*** Opening of Entries provided ***

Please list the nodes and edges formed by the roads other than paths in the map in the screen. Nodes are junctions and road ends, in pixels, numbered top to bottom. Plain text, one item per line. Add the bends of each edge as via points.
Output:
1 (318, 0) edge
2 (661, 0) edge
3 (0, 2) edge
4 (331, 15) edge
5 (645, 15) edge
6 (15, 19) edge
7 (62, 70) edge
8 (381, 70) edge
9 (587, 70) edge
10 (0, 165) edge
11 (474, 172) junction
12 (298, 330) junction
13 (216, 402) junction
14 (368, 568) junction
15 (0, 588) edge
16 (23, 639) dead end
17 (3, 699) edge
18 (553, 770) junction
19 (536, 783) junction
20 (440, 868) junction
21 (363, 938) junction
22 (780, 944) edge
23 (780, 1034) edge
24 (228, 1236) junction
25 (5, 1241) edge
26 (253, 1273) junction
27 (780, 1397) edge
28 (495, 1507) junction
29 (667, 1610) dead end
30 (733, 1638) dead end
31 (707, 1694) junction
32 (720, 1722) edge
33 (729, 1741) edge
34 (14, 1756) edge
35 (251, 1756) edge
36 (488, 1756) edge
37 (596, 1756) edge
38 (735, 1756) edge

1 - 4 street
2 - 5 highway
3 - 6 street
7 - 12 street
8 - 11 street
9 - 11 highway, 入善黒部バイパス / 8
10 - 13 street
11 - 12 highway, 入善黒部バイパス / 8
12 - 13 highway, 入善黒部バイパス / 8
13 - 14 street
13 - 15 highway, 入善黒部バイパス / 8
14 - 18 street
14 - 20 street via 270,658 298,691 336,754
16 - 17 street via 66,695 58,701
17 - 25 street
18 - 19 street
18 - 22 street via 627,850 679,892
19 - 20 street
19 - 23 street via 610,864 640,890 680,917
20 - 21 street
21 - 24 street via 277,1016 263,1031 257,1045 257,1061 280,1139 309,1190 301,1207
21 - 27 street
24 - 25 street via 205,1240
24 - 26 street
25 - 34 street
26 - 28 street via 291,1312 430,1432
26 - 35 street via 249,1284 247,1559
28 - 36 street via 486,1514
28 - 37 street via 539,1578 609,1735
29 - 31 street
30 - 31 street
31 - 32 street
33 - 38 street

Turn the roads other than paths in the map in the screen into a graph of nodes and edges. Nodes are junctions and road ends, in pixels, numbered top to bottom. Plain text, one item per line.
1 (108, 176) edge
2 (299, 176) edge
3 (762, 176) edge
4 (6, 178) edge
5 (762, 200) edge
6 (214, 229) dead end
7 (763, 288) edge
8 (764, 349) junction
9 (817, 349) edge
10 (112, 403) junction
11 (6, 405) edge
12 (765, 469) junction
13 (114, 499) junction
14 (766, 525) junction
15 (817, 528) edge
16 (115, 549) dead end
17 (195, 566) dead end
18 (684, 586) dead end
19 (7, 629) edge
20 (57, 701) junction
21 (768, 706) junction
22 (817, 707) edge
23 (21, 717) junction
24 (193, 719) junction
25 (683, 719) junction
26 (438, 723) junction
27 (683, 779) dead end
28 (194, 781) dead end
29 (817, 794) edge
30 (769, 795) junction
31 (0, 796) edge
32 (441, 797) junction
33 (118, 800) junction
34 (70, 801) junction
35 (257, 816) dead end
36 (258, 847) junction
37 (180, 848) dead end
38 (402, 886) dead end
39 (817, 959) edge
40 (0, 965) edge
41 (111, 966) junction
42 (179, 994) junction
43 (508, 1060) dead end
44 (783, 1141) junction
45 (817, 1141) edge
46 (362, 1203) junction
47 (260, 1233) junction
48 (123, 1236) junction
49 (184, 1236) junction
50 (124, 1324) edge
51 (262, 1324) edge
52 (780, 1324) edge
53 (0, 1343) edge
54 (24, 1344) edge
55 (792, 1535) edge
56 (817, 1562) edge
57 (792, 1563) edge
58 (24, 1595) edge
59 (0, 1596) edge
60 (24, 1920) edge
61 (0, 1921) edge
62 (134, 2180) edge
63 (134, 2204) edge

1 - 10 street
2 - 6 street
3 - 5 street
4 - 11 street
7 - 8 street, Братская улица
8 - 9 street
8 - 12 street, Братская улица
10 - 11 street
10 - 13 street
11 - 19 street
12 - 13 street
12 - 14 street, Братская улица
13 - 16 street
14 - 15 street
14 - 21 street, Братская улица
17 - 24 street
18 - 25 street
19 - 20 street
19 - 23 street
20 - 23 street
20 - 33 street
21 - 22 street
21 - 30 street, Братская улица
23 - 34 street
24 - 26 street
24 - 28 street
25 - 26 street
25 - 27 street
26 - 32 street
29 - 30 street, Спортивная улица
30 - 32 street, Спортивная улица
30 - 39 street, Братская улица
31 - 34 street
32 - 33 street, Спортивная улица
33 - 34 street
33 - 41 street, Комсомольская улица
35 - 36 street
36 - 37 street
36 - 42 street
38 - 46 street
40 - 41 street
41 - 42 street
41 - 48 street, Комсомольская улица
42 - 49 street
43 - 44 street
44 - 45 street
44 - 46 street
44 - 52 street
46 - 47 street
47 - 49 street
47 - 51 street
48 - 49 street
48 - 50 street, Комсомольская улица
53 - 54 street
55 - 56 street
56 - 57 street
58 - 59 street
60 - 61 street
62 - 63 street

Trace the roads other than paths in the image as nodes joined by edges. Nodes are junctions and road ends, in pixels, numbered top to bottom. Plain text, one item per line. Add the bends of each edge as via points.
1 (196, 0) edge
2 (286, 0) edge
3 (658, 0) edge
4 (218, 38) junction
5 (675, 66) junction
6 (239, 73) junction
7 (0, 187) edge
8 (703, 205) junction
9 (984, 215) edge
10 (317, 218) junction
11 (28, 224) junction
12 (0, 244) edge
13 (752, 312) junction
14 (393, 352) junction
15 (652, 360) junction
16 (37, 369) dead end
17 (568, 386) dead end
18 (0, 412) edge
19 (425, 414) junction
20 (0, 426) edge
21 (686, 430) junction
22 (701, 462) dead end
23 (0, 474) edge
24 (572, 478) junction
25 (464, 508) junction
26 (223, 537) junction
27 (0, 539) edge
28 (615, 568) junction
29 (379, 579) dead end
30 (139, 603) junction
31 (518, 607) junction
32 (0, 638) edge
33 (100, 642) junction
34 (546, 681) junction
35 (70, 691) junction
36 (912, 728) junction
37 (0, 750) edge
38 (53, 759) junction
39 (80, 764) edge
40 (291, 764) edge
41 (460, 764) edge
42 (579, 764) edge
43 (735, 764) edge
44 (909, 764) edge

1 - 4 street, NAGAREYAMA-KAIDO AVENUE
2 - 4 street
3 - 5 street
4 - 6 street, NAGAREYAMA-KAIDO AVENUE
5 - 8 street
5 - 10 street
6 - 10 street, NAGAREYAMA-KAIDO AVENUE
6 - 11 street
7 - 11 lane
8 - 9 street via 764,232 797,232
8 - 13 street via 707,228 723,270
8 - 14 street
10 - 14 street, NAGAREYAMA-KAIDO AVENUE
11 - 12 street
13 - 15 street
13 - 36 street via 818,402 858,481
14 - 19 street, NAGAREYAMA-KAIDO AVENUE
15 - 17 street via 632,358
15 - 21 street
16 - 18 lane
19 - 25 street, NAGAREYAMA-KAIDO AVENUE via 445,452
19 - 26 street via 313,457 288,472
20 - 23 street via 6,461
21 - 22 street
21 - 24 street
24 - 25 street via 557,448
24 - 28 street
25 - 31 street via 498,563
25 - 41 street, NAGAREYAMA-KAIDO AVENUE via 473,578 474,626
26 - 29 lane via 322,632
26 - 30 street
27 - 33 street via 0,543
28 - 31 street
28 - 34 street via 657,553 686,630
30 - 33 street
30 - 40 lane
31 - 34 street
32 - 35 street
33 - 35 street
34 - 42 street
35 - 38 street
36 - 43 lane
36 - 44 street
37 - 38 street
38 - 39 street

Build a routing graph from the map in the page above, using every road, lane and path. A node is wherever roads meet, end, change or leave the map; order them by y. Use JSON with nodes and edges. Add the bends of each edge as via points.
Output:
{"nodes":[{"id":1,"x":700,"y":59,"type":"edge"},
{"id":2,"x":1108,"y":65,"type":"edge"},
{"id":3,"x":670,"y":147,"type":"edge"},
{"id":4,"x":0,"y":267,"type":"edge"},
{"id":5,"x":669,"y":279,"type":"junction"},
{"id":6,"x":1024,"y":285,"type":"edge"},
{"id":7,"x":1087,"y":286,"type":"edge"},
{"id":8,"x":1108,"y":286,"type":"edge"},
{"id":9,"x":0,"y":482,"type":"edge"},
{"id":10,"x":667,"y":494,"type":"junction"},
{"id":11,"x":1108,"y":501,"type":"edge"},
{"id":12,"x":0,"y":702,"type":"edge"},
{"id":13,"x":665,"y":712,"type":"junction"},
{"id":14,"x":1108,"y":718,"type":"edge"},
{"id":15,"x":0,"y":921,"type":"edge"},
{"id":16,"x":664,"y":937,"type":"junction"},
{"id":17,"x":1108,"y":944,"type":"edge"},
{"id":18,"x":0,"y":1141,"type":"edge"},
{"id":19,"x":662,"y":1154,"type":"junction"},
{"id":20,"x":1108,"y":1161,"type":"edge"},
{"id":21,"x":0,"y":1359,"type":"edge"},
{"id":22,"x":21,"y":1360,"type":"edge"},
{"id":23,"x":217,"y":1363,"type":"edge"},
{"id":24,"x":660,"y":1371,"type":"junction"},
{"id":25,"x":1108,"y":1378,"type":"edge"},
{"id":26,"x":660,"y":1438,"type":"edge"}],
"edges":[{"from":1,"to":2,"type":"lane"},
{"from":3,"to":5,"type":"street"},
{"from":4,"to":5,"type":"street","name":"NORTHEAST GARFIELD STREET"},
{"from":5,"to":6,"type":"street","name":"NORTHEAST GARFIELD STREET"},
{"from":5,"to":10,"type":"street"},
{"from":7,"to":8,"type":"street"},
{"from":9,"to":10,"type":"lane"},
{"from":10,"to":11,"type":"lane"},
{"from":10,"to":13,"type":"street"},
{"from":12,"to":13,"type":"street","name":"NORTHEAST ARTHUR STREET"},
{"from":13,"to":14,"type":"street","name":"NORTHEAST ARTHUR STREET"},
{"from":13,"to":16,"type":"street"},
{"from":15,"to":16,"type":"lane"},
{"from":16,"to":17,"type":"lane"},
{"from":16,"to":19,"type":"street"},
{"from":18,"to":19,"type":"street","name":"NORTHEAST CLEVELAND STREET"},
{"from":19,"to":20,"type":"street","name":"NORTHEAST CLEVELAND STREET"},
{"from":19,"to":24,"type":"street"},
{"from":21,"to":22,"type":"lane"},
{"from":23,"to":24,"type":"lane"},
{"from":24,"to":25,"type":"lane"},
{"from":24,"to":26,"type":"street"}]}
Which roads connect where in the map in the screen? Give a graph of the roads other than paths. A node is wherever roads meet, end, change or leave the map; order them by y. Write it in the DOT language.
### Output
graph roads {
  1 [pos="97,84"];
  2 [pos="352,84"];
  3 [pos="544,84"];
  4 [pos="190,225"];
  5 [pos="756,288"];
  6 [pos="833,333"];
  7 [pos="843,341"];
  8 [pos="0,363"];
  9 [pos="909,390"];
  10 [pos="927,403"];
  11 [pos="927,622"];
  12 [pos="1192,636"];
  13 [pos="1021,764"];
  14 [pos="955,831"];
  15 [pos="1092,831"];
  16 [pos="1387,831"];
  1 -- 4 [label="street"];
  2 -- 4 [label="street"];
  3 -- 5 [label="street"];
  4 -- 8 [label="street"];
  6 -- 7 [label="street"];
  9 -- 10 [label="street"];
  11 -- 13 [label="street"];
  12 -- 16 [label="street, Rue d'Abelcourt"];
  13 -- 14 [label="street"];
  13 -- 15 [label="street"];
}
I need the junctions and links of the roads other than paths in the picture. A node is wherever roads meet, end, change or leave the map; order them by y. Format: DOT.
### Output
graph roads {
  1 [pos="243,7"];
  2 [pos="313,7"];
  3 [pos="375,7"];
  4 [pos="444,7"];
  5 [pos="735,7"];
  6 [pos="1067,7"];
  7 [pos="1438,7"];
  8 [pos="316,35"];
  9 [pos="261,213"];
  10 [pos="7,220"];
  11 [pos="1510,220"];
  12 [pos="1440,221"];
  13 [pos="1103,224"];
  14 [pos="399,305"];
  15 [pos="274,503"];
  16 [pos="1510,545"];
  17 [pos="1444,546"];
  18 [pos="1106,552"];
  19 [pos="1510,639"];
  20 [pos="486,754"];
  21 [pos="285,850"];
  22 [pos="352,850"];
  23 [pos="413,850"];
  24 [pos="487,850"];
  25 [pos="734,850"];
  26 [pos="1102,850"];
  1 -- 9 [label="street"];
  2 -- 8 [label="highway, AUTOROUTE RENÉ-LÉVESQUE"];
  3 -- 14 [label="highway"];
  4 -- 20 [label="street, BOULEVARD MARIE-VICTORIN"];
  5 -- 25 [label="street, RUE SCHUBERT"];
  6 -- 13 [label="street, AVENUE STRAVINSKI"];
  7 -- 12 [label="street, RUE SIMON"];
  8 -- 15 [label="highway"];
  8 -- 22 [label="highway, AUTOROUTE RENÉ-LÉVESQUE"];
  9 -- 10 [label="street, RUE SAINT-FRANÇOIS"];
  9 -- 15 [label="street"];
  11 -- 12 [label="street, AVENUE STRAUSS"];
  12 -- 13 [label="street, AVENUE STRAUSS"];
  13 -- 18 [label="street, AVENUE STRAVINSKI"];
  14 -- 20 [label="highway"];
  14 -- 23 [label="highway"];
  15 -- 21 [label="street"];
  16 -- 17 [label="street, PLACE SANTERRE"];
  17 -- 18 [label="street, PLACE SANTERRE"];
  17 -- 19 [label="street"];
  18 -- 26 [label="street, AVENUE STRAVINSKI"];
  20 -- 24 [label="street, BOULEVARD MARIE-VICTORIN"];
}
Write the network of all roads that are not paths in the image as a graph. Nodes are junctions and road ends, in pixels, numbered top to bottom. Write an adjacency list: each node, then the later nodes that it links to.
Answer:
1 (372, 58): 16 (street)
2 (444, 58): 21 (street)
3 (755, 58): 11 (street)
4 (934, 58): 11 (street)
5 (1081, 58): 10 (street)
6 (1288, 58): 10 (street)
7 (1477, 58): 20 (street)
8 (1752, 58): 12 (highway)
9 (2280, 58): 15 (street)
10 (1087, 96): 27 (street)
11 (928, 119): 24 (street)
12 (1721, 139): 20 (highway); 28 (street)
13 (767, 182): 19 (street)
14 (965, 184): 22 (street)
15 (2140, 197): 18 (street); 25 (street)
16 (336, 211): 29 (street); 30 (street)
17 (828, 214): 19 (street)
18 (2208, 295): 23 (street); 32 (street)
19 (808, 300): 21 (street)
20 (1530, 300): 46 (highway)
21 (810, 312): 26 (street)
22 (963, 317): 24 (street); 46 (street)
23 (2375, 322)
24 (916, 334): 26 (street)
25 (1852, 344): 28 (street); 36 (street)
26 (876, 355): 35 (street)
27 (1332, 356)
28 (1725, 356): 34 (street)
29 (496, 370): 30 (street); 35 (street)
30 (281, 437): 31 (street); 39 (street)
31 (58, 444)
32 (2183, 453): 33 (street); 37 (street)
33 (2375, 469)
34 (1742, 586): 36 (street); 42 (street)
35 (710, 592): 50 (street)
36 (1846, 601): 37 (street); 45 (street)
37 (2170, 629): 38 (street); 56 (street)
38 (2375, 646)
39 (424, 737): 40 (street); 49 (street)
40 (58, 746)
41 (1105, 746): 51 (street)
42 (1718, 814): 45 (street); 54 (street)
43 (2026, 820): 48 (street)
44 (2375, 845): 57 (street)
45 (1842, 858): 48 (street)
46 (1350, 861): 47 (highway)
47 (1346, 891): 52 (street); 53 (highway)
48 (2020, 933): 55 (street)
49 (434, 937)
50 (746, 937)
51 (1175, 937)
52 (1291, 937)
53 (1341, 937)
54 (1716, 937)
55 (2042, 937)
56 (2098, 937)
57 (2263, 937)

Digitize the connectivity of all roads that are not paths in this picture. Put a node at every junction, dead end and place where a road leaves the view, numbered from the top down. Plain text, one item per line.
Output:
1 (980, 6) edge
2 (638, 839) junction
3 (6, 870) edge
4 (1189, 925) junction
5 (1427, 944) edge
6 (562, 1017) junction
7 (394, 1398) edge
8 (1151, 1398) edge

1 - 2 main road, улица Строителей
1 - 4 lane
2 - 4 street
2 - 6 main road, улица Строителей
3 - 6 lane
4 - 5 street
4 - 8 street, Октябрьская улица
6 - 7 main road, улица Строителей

*** Close of Entries provided ***

■ Assigned task ■
Read through the material above, and whenever a line contains "NORTHEAST", copy it.

■ Exercise response ■
{"from":4,"to":5,"type":"street","name":"NORTHEAST GARFIELD STREET"},
{"from":5,"to":6,"type":"street","name":"NORTHEAST GARFIELD STREET"},
{"from":12,"to":13,"type":"street","name":"NORTHEAST ARTHUR STREET"},
{"from":13,"to":14,"type":"street","name":"NORTHEAST ARTHUR STREET"},
{"from":18,"to":19,"type":"street","name":"NORTHEAST CLEVELAND STREET"},
{"from":19,"to":20,"type":"street","name":"NORTHEAST CLEVELAND STREET"},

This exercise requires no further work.